Las internas y sus quejas
Se personó allí la subdirectora y pidió una explicación. Y las reclusas le dijeron que ellas ya están cautivas, que el único derecho que no tienen es el de la libertad y que eso del coronavirus las está condenando por segunda vez (las internas olvidan que ningún juez las ha condenado a la "pena del coronavirus". O en todo caso, a esa pena estamos condenados todos). No se pueden comunicar con sus seres queridos, ni hacer vis a vis (eso, como lo anterior, le ocurre a toda la sociedad que, por no poder, incluso estos días no puede despedir a sus muertos). Pero sus quejas y su malestar van mucho mas allá y tienen un calado que sobrepasa, de mucho, la situación que se vive en presidio por culpa de la enfermedad.
Les han concedido, a cambio, 10 llamadas telefónicas más, pero no el dinero para pagarlas.
Doble castigo
Han paralizado las progresiones de grado, los permisos, los terceros grados en ciernes que muchas de ellas se han ganado con su esfuerzo y su vocación de reinsertarse y de salir del infierno en el que entraron. Nosotros podemos (o de momento nos permiten) trasladarnos desde nuestro domicilio a nuestro lugar de trabajo. Ellas, no. ¿Somos menos contaminantes que las reclusas? ¿Prohibirán a una interna la libertad y la confinarán en la cárcel, aunque haya cumplido su condena? ¿Es eso justo? ¿Es necesario? Sí parece necesario el hecho de que hayan cerrado bibliotecas, gimnasios y salas de TV, (también lo impone el estado de alarme en la calle), pero patalean porque la promesa de instalarles una TV por celda no ha sido cumplida.
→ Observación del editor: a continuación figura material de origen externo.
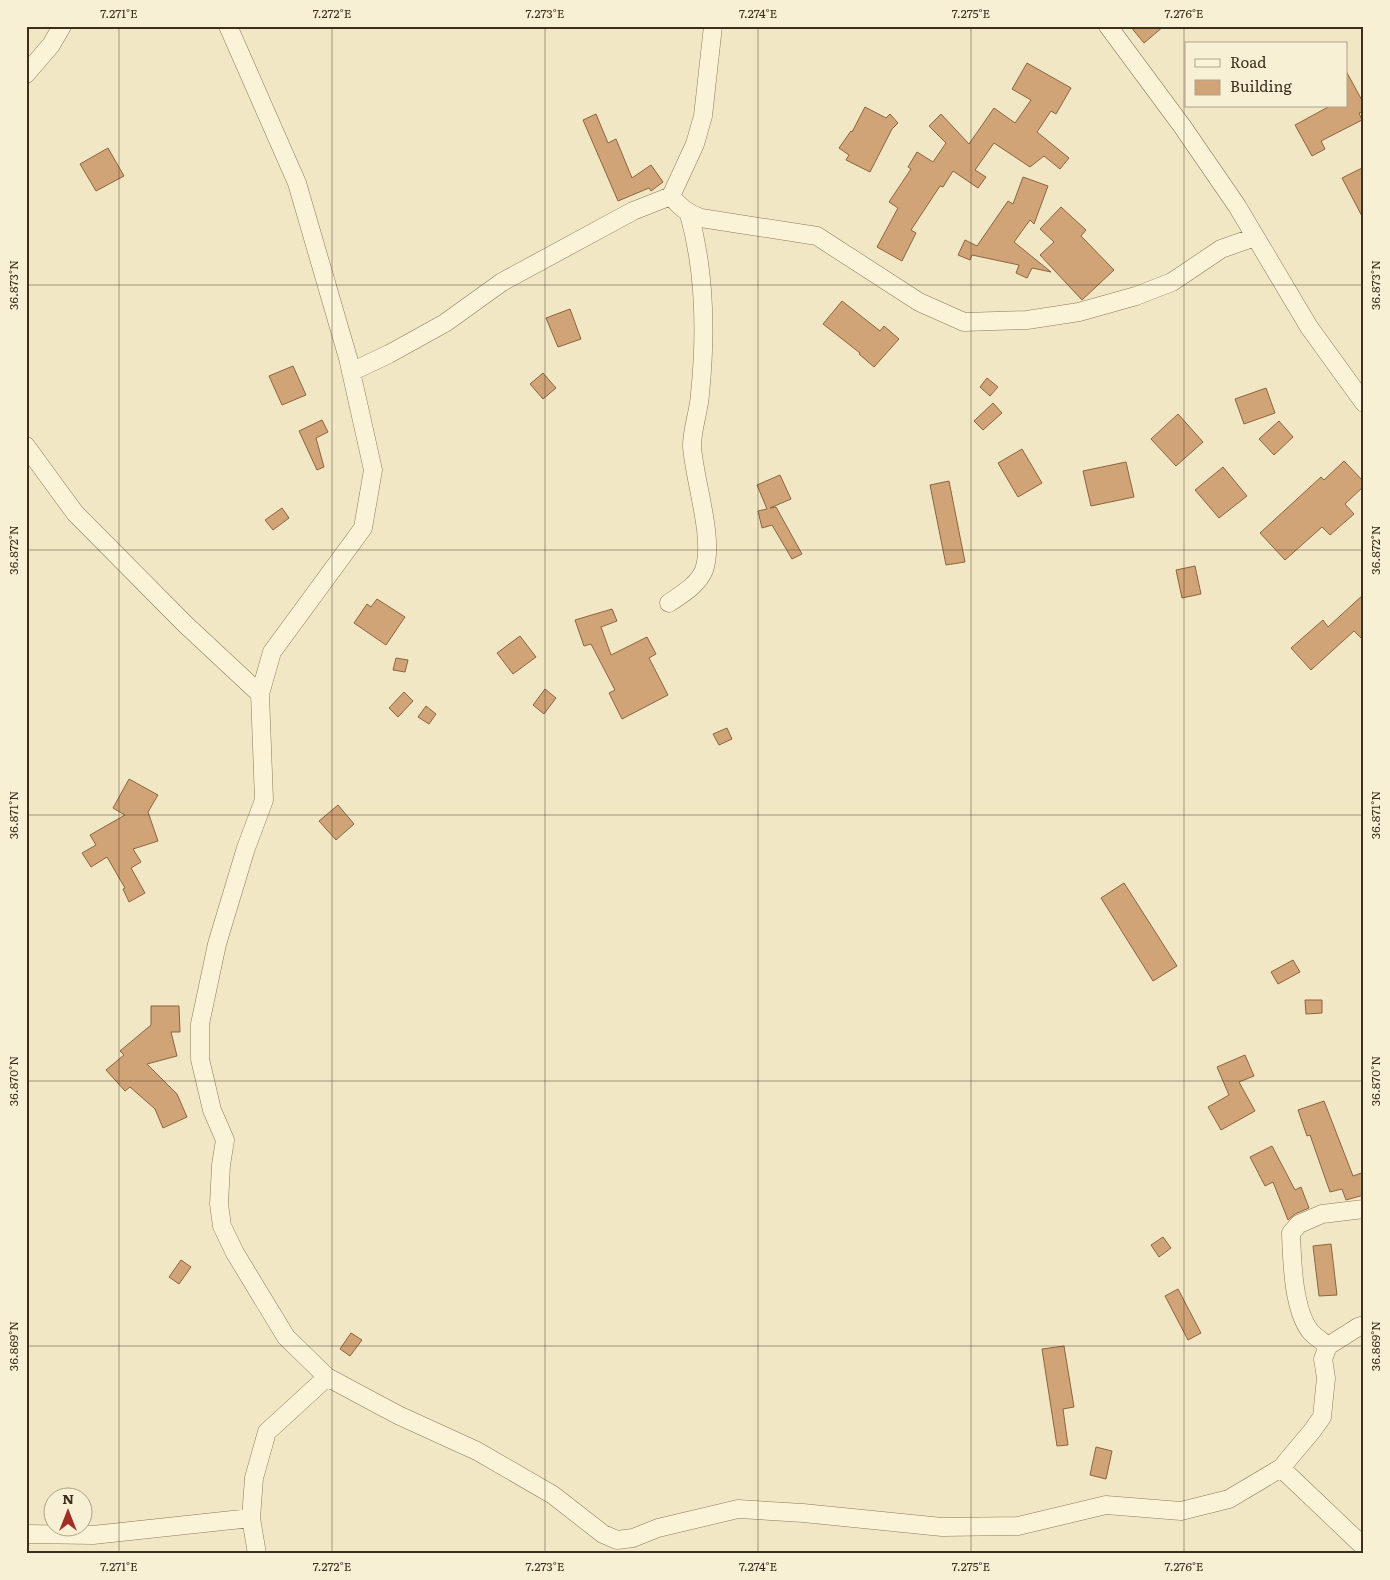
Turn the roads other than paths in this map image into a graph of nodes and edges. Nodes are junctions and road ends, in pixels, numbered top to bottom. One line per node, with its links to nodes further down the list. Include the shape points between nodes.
1 (62, 26): 5 (street, via 51,45)
2 (228, 26): 9 (street, via 297,183)
3 (713, 26): 6 (street, via 703,116 695,144)
4 (1108, 26): 8 (street, via 1182,126)
5 (26, 74)
6 (671, 196): 7 (street); 9 (street, via 633,211 502,282 445,323)
7 (689, 214): 8 (street, via 817,236 920,302 964,322 1028,320 1079,312 1136,296 1172,282 1221,249); 12 (street, via 699,257 703,308 700,396 692,431 692,448 708,549 704,569 697,582)
8 (1255, 237): 10 (street, via 1309,328)
9 (351, 372): 13 (street, via 373,470 363,528 272,652)
10 (1364, 403)
11 (26, 446): 13 (street, via 75,513)
12 (669, 603)
13 (260, 694): 17 (street, via 264,800 217,944 200,1024 200,1059 212,1110 225,1140 219,1204 222,1226 235,1254 286,1337)
14 (1364, 1209): 16 (street, via 1322,1214 1299,1224 1291,1232 1298,1304 1310,1331)
15 (1364, 1326): 16 (street)
16 (1328, 1346): 18 (street, via 1323,1359 1326,1378 1322,1417)
17 (326, 1377): 18 (street, via 477,1451 553,1495 603,1534 617,1540 738,1509 942,1527 1018,1526 1106,1505 1181,1511 1229,1499); 19 (street, via 267,1432 254,1478)
18 (1282, 1468): 21 (street)
19 (251, 1518): 20 (street, via 93,1535); 22 (street)
20 (26, 1534)
21 (1364, 1547)
22 (257, 1554)

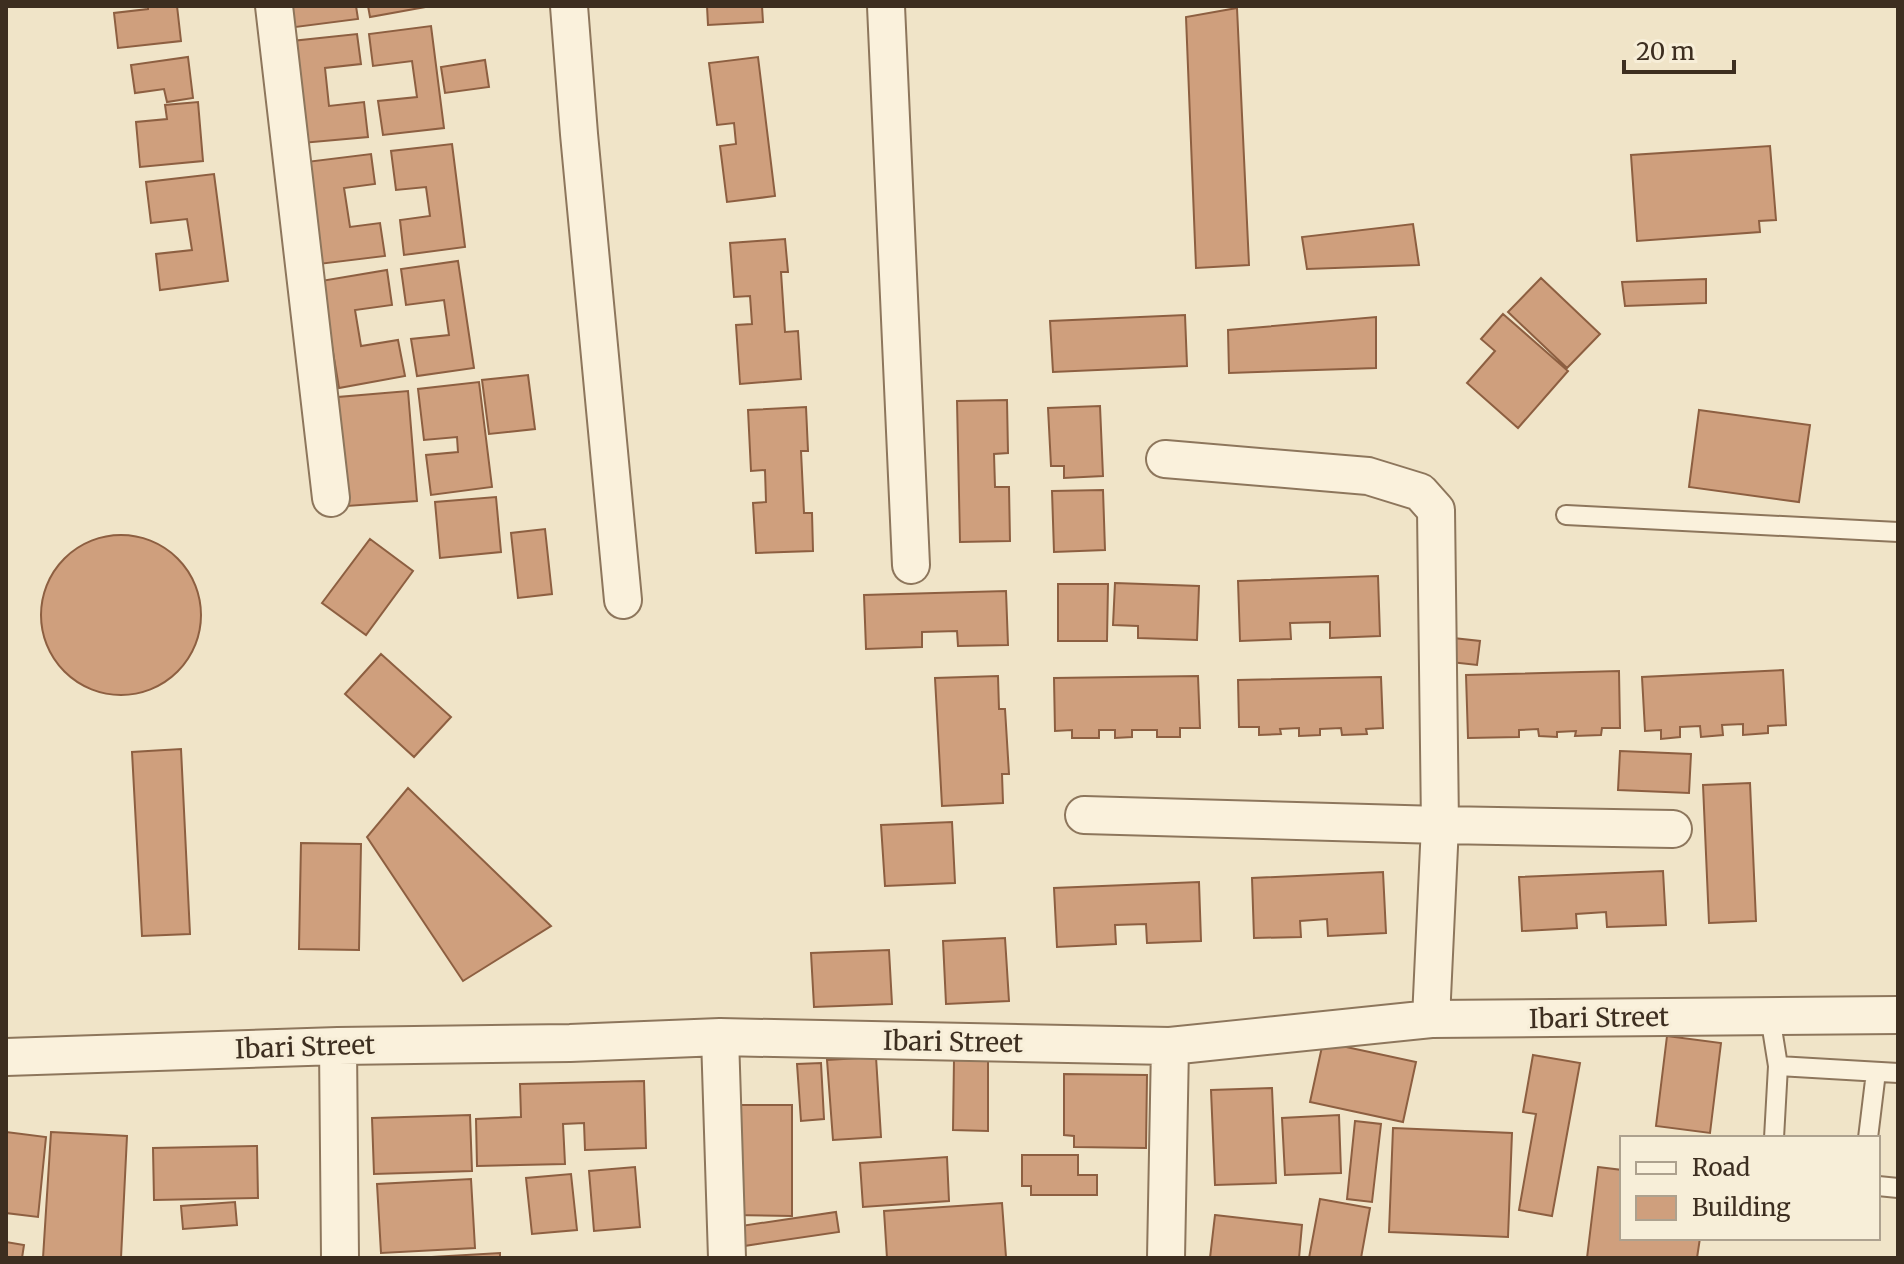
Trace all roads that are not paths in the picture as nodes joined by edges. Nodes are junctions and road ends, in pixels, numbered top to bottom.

"A los niños y a los presos no les hagas promesas que no puedas cumplir", me dijo un día el prestigioso abogado José Ángel Plaza.
Funcionarios desamparados
A todo esto, los funcionarios, víctimas del desaguisado a causa de la COVID-19, trabajan sin medidas de seguridad mínimas indispensables, al albor de una enfermedad que ya ha infectado a unos 50 trabajadores y ha obligado a estar en aislamiento a cerca de 120 en toda España. Las presas, de esta situación, son víctimas colaterales: "Somos el culo de la sociedad, las últimas en todo, también a la hora de liberarnos del coronavirus. No nos molesta el ninguneo, sino el desprecio como si fuéramos desperdicios humanos".
Mano dura taleguera
Las presas de Wad-Ras se saltaron la ley de la cárcel y trasladaron esta realidad, su realidad, a la prensa. Y la prensa, que adquiere verdadero sentido cuando da voz a los sin voz, la difundió.
Primero, los sindicatos penitenciarios trataron de bombardear estas noticias a base de groseros comunicados que bien parecían redactados, no en nombre y representación de los trabajadores y funcionarios, sino de la dirección. En segundo lugar, la dirección del centro optó, en aplicación de la ley de la cárcel, por cortar cabezas y así, en lo que se conoce como "traslados fantasma" (con nocturnidad y alevosía), se llevaron a las cabecillas de la "pseudorevuelta" a otras cárceles. Y a las que no pudo trasladar, las encerró en celdas de aislamiento.
Caza de brujas "taleguera". "Lo que pasa en el talego se queda en el talego", reza la ley de la cárcel. Pero, aviso a navegantes, hecha la ley, hecha la trampa, especialmente cuando los sin voz no mienten.